# [Records for this exercise]
----
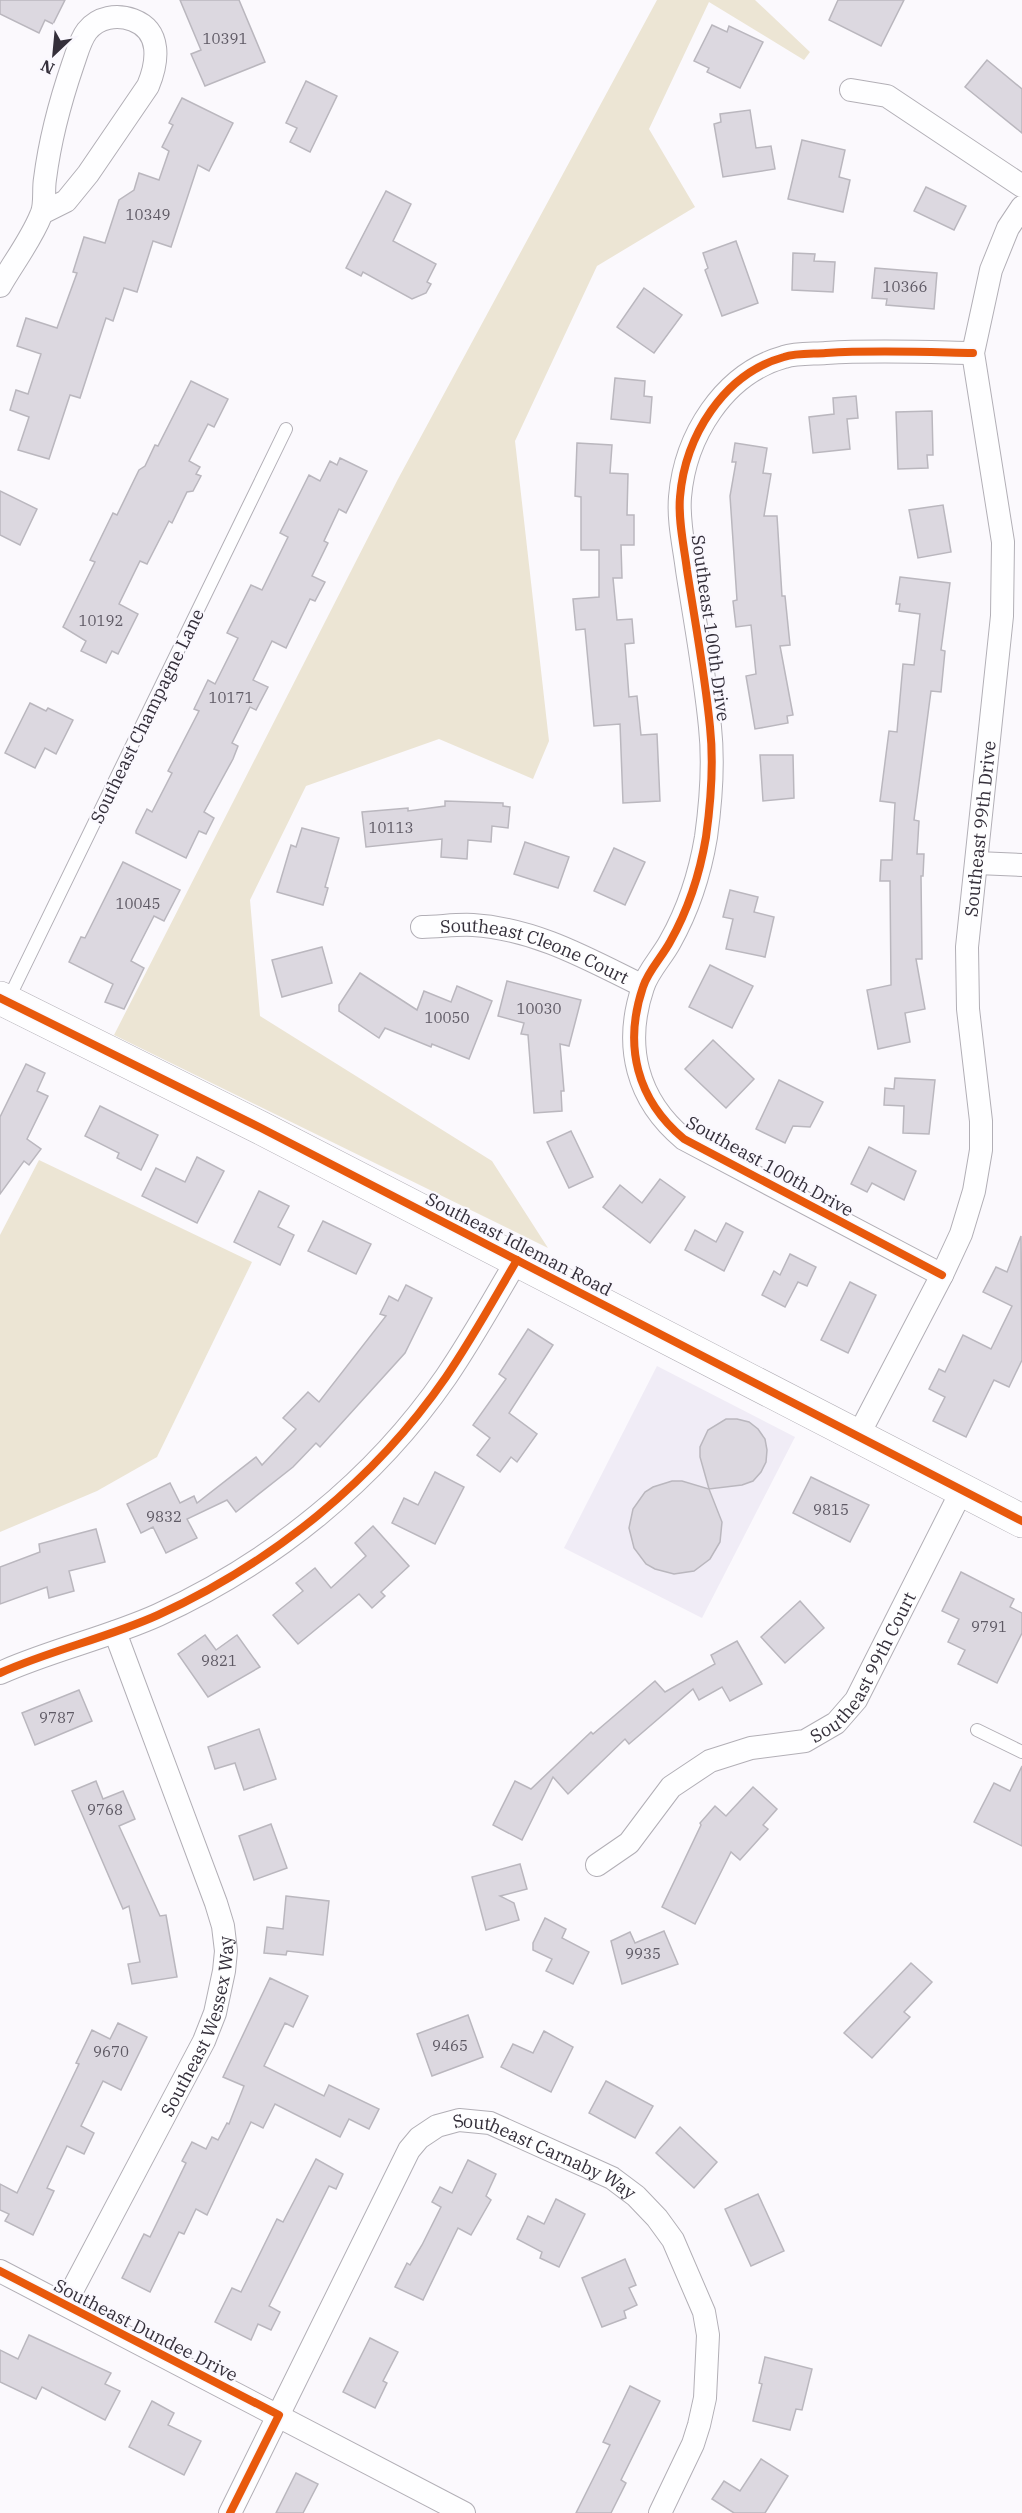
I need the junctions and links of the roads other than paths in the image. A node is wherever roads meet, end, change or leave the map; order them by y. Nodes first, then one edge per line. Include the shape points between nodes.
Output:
----
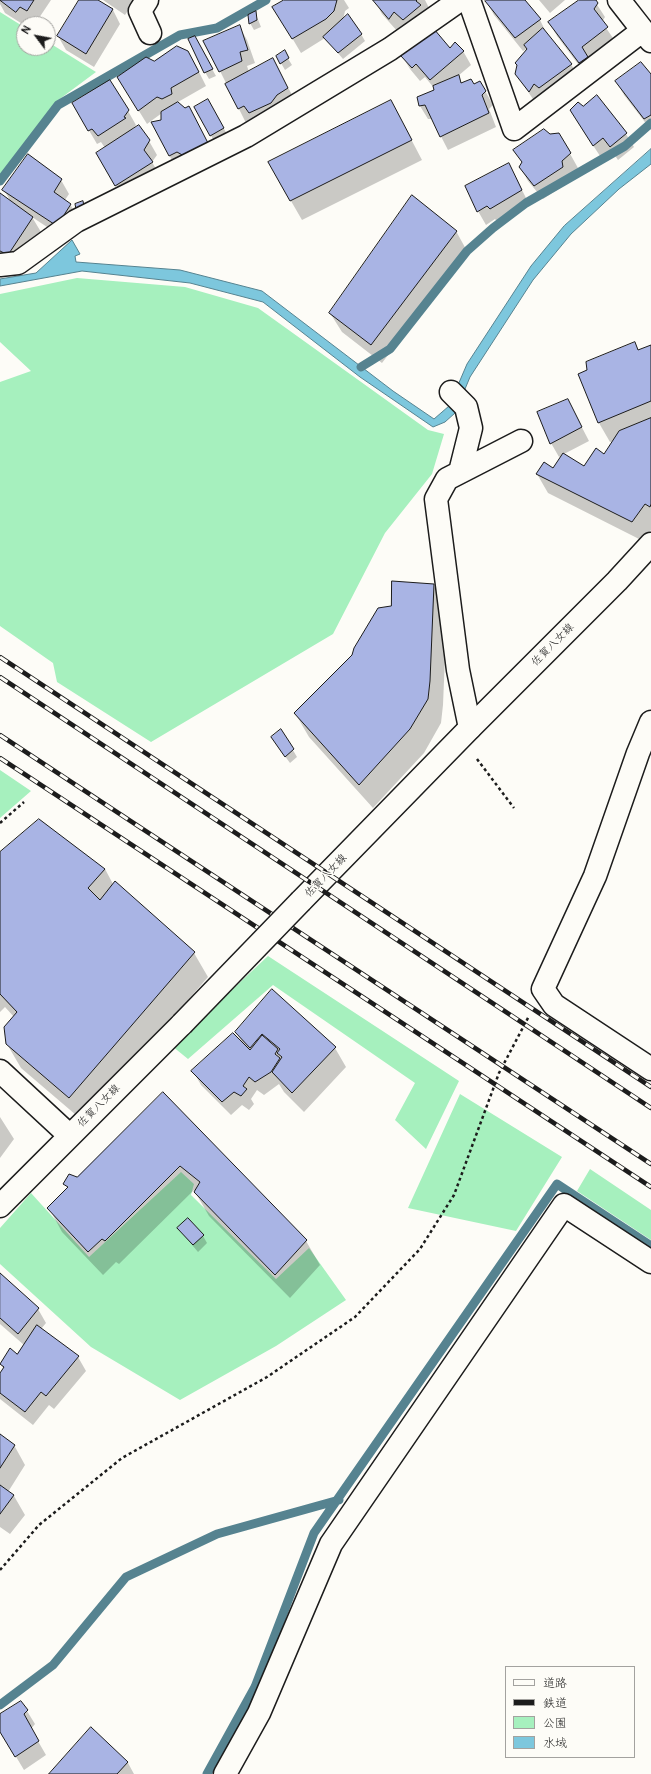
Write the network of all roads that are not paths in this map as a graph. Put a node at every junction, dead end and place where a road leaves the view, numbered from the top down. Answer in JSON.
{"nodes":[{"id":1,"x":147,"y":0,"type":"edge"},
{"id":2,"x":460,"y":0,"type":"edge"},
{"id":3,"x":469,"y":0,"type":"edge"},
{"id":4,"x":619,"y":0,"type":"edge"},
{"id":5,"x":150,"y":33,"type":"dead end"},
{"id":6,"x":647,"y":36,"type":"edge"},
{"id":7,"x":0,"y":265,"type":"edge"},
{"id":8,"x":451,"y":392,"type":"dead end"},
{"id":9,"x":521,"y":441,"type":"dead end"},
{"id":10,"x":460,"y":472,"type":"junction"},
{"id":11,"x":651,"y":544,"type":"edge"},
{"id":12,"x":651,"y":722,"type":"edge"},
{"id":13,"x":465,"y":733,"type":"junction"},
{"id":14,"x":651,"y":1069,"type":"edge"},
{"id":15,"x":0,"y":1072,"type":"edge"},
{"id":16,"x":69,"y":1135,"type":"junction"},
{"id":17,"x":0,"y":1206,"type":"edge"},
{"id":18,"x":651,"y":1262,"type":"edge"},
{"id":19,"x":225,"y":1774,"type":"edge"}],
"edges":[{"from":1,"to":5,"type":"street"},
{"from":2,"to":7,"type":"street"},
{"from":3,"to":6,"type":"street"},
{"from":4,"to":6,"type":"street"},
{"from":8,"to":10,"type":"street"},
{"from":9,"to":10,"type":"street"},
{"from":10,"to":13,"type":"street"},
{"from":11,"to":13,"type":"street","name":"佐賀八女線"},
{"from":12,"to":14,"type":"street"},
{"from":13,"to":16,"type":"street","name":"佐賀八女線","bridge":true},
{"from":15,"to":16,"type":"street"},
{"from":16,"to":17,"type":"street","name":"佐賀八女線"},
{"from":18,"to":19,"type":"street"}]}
----
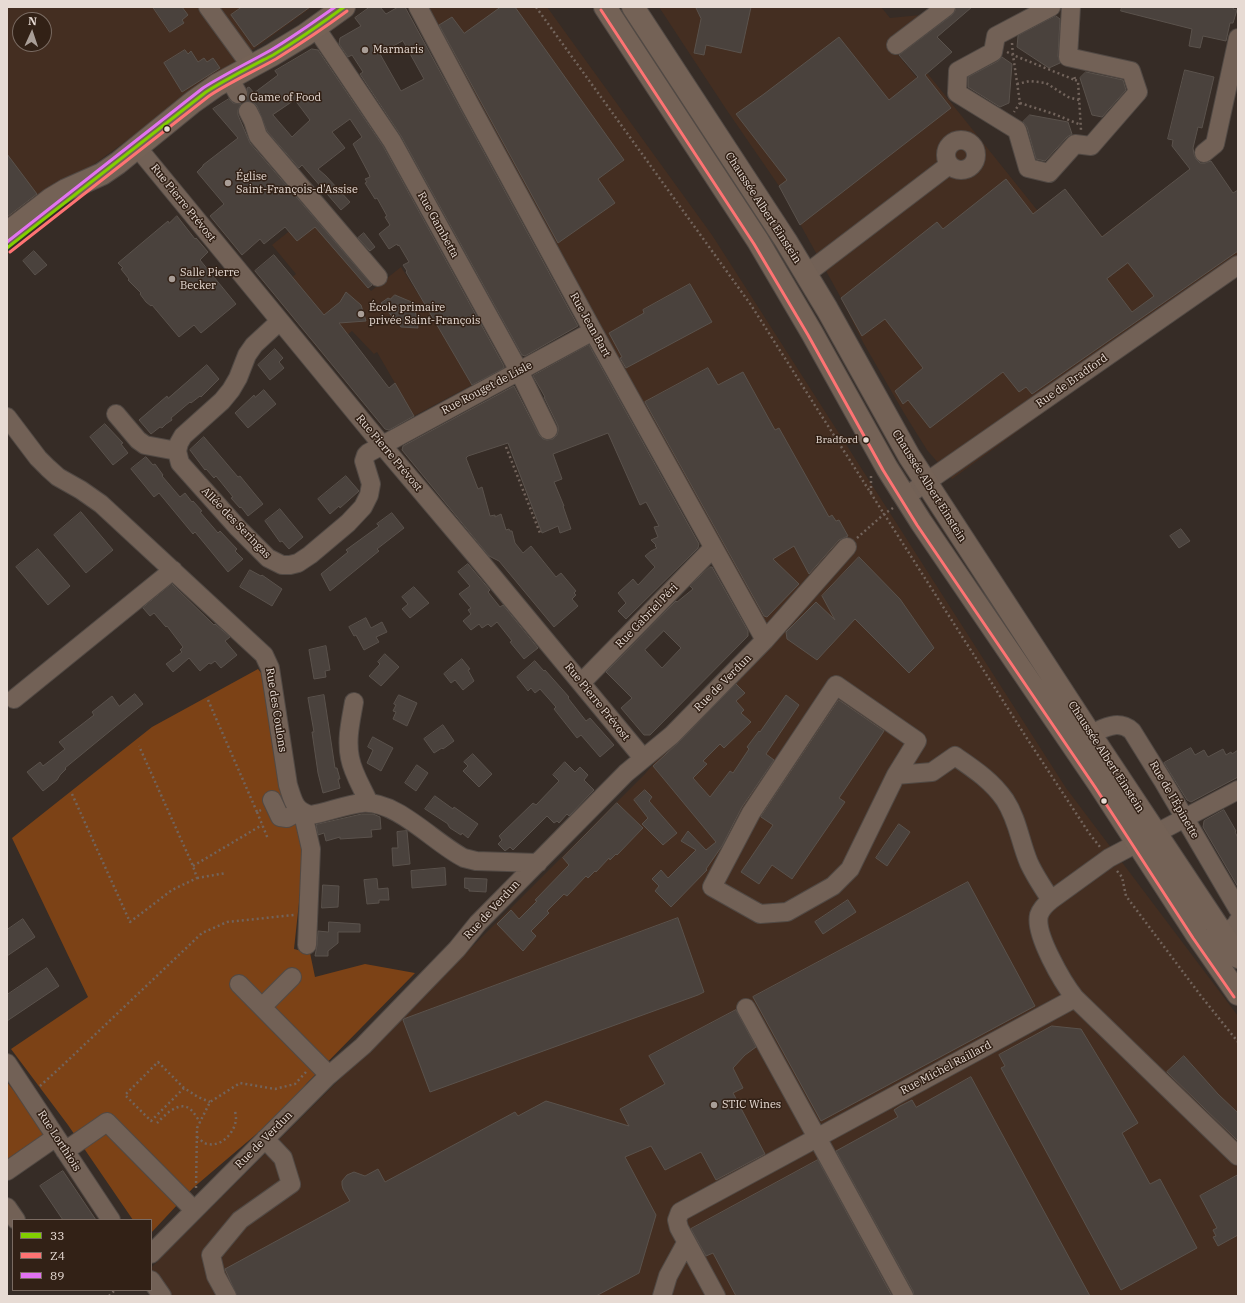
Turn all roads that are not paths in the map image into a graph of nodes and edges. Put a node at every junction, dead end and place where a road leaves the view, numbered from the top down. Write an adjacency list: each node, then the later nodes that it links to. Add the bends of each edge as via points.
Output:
----
All lines in the entries above that hold the word "links" need to be copied.

# [Result of the exercise]
I need the junctions and links of the roads other than paths in the image. A node is wherever roads meet, end, change or leave the map; order them by y. Nodes first, then one edge per line. Include the shape points between nodes.
Turn all roads that are not paths in the map image into a graph of nodes and edges. Put a node at every junction, dead end and place where a road leaves the view, numbered from the top down. Write an adjacency list: each node, then the later nodes that it links to. Add the bends of each edge as via points.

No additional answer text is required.